> DATASET RECORDS:
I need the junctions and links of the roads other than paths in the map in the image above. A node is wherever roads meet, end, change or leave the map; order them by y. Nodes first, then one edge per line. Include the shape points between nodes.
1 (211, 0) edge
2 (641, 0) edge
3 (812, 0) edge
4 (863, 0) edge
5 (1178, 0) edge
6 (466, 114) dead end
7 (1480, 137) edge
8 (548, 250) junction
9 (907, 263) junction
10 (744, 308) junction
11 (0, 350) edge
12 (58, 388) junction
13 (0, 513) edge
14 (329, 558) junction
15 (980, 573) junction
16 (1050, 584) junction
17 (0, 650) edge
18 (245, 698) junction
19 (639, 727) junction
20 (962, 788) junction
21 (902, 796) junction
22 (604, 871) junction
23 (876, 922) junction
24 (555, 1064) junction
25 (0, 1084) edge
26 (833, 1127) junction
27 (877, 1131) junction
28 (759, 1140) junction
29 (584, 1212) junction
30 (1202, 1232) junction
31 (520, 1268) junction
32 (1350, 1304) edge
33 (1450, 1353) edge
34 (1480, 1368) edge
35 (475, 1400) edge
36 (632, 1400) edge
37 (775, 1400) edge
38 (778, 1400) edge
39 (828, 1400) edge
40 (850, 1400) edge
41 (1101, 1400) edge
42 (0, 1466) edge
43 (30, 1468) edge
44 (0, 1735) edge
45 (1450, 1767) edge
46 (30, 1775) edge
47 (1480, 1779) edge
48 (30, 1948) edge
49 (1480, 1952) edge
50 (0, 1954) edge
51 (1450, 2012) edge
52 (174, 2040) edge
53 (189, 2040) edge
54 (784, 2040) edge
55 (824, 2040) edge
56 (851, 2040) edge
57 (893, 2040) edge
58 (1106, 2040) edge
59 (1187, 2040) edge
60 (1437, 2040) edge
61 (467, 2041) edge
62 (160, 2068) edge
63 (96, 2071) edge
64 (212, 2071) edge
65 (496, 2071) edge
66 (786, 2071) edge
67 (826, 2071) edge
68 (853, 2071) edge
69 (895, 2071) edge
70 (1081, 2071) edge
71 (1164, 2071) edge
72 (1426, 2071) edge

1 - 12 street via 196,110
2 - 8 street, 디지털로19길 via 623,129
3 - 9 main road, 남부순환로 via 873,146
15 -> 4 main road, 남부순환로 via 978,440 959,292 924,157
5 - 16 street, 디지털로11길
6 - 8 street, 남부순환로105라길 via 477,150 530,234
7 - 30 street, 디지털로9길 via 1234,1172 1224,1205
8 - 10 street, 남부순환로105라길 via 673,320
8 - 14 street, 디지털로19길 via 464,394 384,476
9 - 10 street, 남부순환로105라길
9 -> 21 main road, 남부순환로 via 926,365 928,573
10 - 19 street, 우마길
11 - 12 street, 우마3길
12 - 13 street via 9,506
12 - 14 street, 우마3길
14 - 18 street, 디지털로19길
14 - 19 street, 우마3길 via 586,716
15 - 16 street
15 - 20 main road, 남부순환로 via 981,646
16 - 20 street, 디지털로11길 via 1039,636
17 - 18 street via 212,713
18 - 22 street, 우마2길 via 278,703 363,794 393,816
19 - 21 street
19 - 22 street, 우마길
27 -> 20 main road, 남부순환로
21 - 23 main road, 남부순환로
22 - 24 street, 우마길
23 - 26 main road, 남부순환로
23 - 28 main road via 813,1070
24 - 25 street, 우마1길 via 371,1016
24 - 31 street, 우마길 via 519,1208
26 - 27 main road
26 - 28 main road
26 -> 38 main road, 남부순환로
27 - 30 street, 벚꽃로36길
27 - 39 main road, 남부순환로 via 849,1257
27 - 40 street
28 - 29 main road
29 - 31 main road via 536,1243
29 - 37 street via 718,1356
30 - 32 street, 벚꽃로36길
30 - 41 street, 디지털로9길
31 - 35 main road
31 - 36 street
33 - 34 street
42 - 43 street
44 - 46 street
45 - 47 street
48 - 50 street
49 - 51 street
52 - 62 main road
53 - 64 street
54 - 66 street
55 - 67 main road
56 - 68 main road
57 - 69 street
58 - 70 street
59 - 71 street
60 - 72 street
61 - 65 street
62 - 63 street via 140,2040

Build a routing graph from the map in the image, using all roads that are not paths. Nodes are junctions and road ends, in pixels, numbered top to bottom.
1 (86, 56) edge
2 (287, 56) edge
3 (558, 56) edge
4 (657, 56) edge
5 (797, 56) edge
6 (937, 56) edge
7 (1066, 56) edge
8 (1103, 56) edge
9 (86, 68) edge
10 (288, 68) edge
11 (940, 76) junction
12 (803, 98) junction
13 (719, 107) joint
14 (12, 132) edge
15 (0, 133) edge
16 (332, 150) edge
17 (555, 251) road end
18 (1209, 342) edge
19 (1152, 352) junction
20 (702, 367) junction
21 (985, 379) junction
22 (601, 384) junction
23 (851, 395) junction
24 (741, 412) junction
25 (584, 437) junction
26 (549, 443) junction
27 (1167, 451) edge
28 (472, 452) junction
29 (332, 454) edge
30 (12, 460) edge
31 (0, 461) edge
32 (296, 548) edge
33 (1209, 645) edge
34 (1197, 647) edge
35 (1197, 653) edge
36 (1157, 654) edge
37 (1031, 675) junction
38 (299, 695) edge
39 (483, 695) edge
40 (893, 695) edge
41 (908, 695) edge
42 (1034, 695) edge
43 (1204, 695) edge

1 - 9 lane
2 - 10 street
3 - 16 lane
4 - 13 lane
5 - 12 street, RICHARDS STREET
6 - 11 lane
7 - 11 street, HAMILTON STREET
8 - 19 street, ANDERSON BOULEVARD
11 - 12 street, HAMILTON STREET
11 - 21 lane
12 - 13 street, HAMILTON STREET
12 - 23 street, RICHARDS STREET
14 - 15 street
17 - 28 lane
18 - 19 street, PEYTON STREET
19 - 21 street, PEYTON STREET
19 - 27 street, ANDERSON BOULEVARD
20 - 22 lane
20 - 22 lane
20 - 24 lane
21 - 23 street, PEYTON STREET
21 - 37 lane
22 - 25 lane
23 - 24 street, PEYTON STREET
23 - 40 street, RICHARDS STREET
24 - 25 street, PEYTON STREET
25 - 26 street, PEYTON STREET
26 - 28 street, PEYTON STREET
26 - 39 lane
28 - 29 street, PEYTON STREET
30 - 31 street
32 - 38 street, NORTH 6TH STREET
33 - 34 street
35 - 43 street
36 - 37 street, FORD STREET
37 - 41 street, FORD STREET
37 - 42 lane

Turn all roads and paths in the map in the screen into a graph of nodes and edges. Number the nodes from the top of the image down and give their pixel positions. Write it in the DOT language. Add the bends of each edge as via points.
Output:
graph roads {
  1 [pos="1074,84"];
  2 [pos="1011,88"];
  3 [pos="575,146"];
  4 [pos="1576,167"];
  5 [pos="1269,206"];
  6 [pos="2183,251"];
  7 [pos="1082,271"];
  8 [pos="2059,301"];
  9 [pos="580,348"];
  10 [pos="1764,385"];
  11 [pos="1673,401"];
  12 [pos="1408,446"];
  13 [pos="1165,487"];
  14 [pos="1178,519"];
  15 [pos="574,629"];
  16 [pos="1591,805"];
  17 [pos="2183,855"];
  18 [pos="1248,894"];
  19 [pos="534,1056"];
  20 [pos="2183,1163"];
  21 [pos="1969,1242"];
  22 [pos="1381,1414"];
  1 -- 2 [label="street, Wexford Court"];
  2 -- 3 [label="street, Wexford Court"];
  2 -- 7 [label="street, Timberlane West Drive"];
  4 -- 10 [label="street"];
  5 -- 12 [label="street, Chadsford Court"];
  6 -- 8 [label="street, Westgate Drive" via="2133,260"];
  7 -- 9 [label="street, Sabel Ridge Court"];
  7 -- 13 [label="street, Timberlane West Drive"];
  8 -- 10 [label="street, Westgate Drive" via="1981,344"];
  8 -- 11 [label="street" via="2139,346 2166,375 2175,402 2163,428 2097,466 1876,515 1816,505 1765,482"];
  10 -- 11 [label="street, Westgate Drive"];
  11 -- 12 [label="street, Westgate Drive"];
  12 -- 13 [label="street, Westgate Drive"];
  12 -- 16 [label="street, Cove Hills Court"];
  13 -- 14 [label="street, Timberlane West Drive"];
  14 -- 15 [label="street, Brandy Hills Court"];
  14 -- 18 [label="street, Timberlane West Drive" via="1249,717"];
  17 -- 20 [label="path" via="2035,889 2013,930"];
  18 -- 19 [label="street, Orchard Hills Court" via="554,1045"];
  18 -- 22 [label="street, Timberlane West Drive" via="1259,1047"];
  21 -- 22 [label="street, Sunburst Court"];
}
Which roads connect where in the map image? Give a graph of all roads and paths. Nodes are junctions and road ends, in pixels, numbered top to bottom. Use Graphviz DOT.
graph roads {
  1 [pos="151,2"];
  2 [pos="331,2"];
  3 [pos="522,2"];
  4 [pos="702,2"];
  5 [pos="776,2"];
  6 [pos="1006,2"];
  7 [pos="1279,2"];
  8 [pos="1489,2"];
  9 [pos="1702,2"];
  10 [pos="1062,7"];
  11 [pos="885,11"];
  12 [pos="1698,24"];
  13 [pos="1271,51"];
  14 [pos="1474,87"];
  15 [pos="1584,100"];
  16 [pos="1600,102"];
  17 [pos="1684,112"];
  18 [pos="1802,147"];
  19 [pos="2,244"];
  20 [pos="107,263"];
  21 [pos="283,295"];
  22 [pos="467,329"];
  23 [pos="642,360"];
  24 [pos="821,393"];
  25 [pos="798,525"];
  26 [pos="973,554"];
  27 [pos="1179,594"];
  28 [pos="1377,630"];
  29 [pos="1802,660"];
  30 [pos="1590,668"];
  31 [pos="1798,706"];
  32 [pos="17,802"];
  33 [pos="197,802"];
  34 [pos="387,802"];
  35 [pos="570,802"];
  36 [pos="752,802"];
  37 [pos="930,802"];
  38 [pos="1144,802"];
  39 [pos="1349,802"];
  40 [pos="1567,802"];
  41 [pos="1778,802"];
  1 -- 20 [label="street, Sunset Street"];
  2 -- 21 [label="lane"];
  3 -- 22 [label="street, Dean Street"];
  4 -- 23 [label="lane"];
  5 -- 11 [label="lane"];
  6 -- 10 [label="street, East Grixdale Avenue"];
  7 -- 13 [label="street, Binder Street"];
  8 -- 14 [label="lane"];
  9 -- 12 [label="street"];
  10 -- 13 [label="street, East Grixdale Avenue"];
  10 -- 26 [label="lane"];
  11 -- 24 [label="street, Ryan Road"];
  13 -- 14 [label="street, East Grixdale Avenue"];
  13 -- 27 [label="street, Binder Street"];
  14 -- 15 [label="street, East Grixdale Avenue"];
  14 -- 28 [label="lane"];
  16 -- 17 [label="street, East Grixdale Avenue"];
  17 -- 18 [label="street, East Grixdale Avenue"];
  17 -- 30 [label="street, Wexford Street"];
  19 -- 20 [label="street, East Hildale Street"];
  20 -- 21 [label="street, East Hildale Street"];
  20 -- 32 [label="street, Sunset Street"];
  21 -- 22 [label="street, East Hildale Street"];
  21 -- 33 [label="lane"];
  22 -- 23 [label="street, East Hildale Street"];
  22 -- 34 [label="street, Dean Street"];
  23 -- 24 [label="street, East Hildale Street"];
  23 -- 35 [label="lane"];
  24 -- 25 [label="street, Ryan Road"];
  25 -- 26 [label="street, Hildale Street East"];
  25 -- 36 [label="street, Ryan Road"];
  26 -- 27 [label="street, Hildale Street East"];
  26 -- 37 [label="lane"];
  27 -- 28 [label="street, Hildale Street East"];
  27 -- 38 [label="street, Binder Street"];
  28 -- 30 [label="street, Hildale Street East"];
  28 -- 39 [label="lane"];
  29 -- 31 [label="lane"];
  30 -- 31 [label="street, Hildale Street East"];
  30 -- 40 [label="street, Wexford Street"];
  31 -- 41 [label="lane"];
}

> PROBLEM TO SOLVE: Your answer must be a single number: the count of lines in the records that include "Sunset".

> OUTPUT FOR THIS TASK: 2